··· Source material ···

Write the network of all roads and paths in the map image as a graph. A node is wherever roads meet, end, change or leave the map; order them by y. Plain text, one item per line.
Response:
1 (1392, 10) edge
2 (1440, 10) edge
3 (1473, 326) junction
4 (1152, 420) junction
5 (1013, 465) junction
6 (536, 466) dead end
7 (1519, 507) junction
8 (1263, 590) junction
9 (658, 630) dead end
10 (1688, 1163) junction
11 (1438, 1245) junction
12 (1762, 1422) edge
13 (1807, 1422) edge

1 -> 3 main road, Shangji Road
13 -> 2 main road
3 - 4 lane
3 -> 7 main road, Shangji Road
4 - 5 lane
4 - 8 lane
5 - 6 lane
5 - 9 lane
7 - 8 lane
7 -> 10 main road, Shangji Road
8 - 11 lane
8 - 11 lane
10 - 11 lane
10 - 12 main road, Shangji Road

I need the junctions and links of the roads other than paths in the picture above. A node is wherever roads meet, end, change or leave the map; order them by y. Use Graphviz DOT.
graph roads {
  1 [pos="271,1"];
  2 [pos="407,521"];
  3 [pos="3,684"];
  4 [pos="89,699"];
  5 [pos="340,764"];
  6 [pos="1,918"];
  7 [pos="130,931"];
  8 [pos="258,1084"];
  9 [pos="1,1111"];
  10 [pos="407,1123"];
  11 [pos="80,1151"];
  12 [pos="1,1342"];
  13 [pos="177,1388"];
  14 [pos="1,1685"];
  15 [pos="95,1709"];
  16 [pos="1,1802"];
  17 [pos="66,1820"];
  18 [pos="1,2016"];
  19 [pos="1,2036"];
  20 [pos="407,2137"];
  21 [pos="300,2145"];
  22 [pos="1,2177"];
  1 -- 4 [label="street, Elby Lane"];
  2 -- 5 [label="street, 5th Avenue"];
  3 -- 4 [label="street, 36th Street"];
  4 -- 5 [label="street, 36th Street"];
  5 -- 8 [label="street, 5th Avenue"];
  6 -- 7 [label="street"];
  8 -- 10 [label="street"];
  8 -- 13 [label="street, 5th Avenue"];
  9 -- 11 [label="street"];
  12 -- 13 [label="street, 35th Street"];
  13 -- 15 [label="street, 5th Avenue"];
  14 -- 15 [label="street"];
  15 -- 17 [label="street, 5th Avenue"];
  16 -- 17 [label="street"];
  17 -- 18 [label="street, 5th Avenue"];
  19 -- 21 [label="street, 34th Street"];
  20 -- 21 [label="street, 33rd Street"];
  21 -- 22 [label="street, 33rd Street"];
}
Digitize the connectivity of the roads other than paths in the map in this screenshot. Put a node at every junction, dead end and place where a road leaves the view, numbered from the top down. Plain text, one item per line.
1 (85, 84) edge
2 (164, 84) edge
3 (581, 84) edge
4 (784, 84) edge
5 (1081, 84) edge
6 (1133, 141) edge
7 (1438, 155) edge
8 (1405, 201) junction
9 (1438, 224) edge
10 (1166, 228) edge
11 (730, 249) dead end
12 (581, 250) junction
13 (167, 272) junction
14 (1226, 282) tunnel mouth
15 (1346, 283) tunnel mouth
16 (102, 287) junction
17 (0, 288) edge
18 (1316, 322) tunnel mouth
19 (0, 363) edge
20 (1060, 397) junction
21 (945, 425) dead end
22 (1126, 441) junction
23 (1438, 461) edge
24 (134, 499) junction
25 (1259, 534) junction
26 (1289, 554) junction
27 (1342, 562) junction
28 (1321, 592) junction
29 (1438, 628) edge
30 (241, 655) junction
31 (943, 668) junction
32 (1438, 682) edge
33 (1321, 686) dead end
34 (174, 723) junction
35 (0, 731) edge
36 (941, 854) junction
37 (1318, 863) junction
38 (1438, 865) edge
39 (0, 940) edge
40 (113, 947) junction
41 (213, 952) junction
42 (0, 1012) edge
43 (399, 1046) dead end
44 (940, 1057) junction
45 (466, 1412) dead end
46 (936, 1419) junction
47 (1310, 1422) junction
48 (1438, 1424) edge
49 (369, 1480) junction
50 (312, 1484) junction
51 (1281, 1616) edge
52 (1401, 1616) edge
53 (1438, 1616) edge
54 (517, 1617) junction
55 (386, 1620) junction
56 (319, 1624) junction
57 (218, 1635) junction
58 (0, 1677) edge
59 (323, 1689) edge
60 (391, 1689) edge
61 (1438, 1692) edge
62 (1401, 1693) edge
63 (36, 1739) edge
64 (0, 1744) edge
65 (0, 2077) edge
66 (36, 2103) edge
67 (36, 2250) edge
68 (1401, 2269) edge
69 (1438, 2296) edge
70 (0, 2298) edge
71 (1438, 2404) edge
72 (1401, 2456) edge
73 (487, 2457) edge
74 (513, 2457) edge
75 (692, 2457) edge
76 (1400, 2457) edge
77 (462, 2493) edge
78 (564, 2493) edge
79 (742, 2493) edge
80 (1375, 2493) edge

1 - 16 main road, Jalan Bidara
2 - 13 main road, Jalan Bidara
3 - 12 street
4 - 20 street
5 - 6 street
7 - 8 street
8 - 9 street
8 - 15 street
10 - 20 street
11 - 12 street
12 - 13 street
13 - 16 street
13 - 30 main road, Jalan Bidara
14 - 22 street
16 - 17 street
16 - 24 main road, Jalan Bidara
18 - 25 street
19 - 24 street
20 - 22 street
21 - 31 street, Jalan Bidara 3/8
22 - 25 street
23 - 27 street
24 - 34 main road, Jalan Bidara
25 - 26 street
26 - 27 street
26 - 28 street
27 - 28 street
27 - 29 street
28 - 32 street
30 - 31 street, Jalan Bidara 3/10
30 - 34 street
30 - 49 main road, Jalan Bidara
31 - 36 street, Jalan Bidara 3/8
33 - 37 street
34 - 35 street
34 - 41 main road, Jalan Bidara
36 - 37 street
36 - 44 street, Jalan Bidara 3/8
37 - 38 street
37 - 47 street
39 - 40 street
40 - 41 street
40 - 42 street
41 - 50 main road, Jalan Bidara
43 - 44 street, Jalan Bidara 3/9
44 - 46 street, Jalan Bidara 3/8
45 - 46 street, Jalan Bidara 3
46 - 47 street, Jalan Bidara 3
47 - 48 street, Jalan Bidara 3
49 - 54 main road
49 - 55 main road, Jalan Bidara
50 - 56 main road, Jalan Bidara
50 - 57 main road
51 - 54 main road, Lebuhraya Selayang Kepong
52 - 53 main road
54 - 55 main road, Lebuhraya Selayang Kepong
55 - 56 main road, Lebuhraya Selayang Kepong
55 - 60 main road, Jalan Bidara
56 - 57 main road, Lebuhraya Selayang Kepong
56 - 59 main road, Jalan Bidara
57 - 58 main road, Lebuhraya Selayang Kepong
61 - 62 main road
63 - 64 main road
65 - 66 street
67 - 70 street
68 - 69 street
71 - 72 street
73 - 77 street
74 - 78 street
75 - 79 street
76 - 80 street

···

- What you should do -
Among the entries, find each line that includes the string "item" and copy it.

- Exercise response -
Write the network of all roads and paths in the map image as a graph. A node is wherever roads meet, end, change or leave the map; order them by y. Plain text, one item per line.
Digitize the connectivity of the roads other than paths in the map in this screenshot. Put a node at every junction, dead end and place where a road leaves the view, numbered from the top down. Plain text, one item per line.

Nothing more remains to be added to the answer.